The records Block Start
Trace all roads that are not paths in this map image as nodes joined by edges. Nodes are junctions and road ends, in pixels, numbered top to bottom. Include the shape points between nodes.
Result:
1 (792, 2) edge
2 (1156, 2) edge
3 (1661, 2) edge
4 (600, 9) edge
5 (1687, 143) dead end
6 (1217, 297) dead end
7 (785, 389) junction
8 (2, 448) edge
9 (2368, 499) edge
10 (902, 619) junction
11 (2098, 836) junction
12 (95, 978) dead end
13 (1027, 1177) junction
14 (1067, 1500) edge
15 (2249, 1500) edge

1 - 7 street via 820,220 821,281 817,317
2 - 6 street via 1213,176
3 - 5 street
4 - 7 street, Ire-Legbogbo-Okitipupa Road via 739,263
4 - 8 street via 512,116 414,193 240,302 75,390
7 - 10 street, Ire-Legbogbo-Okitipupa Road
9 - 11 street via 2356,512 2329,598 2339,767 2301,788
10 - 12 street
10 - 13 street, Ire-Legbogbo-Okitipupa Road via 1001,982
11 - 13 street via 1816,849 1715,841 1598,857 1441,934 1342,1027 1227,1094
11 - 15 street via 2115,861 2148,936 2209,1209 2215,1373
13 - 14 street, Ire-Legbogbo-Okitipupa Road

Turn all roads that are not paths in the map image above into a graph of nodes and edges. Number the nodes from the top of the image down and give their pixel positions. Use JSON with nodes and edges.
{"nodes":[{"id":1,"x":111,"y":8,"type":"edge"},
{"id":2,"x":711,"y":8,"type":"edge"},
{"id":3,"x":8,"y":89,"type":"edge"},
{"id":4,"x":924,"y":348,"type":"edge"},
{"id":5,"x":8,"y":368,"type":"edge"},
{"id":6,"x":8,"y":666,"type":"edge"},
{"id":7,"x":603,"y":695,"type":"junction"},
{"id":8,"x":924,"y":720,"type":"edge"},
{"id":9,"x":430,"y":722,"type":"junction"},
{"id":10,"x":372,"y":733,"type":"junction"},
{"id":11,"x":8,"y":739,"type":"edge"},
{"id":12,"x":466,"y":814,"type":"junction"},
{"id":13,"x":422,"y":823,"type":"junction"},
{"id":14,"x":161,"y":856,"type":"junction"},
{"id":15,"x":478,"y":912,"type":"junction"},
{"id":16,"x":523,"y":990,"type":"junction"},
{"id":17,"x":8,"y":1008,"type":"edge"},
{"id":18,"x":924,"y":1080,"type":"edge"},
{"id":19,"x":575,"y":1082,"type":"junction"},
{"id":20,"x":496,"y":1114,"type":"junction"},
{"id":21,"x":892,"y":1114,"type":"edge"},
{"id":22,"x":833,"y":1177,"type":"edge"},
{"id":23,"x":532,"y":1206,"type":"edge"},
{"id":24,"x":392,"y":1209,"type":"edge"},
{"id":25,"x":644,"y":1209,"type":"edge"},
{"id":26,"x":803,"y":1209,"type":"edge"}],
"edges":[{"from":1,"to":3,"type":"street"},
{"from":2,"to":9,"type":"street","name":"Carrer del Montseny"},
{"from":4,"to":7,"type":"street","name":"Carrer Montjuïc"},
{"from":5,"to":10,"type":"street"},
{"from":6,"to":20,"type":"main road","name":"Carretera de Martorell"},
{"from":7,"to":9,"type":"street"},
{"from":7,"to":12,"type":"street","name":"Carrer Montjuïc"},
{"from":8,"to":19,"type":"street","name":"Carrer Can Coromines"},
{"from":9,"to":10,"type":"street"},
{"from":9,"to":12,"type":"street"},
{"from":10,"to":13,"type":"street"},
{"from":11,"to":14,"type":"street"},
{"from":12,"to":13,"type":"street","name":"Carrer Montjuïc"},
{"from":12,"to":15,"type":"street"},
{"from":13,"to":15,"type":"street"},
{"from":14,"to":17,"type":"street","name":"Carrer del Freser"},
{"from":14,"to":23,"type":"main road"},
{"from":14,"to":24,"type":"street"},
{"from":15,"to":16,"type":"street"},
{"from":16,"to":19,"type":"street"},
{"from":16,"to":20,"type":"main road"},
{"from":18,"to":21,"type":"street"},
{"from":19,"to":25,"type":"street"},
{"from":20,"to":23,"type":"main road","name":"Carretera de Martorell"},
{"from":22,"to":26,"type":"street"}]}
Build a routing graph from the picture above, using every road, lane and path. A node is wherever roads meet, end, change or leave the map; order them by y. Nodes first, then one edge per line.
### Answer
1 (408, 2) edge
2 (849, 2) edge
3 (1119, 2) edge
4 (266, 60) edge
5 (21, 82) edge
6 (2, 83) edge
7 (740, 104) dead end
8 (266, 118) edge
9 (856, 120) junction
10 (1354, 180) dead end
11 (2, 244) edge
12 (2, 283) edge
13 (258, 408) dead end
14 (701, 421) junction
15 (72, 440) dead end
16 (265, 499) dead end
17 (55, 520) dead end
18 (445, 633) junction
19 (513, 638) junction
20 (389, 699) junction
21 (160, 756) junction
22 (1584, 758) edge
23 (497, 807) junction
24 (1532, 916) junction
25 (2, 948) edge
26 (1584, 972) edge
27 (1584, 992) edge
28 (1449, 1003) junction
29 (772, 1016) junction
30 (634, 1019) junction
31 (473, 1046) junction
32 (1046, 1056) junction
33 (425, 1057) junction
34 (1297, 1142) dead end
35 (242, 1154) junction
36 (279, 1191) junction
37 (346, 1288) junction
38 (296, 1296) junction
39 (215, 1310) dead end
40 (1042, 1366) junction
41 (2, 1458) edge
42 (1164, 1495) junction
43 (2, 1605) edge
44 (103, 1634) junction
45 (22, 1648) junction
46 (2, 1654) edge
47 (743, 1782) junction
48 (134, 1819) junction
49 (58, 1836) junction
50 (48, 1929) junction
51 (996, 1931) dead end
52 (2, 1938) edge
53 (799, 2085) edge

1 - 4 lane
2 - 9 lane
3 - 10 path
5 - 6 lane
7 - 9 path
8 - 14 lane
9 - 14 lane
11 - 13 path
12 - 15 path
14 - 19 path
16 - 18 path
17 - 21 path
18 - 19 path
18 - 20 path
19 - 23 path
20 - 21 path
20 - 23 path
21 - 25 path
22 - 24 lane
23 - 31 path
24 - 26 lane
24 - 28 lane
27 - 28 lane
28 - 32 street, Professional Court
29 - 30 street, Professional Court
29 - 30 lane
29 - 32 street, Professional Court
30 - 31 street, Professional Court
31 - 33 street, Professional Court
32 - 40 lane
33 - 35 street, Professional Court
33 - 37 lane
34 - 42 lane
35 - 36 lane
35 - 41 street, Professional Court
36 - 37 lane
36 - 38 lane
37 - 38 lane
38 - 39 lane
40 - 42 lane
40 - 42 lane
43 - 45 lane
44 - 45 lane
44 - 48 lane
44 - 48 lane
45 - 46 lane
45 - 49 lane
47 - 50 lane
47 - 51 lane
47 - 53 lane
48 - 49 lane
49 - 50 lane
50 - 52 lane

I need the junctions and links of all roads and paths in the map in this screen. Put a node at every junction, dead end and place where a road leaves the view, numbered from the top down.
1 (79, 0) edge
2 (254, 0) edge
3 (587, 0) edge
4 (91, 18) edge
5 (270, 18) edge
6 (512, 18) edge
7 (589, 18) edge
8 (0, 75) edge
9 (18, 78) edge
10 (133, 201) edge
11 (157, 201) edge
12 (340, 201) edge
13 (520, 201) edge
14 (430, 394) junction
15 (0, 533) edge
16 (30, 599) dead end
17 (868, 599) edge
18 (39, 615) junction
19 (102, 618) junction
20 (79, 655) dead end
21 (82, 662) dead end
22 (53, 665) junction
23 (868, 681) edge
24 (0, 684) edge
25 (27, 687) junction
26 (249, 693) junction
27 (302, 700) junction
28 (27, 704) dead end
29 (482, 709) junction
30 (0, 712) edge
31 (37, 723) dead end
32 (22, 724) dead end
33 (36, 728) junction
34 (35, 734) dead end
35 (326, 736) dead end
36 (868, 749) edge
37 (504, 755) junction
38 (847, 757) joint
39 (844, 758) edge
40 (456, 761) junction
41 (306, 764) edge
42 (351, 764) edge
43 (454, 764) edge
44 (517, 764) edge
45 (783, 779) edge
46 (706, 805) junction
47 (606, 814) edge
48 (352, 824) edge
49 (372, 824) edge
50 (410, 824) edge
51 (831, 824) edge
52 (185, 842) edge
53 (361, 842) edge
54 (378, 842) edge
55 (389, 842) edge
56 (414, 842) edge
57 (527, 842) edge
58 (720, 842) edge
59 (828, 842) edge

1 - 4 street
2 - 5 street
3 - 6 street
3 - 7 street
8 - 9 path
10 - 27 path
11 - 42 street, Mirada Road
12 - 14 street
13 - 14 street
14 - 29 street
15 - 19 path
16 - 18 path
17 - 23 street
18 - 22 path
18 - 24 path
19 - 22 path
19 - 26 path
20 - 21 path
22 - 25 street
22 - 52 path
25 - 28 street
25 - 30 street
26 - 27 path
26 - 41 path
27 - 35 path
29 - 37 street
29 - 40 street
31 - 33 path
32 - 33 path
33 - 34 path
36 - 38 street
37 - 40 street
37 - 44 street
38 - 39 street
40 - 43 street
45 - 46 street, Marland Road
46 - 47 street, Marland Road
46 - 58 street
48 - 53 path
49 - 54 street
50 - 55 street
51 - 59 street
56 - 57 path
The records Block End
_Task goal:_ Your task is to find every line above containing the word "Court" and copy it.

_Exercise solution:_
28 - 32 street, Professional Court
29 - 30 street, Professional Court
29 - 32 street, Professional Court
30 - 31 street, Professional Court
31 - 33 street, Professional Court
33 - 35 street, Professional Court
35 - 41 street, Professional Court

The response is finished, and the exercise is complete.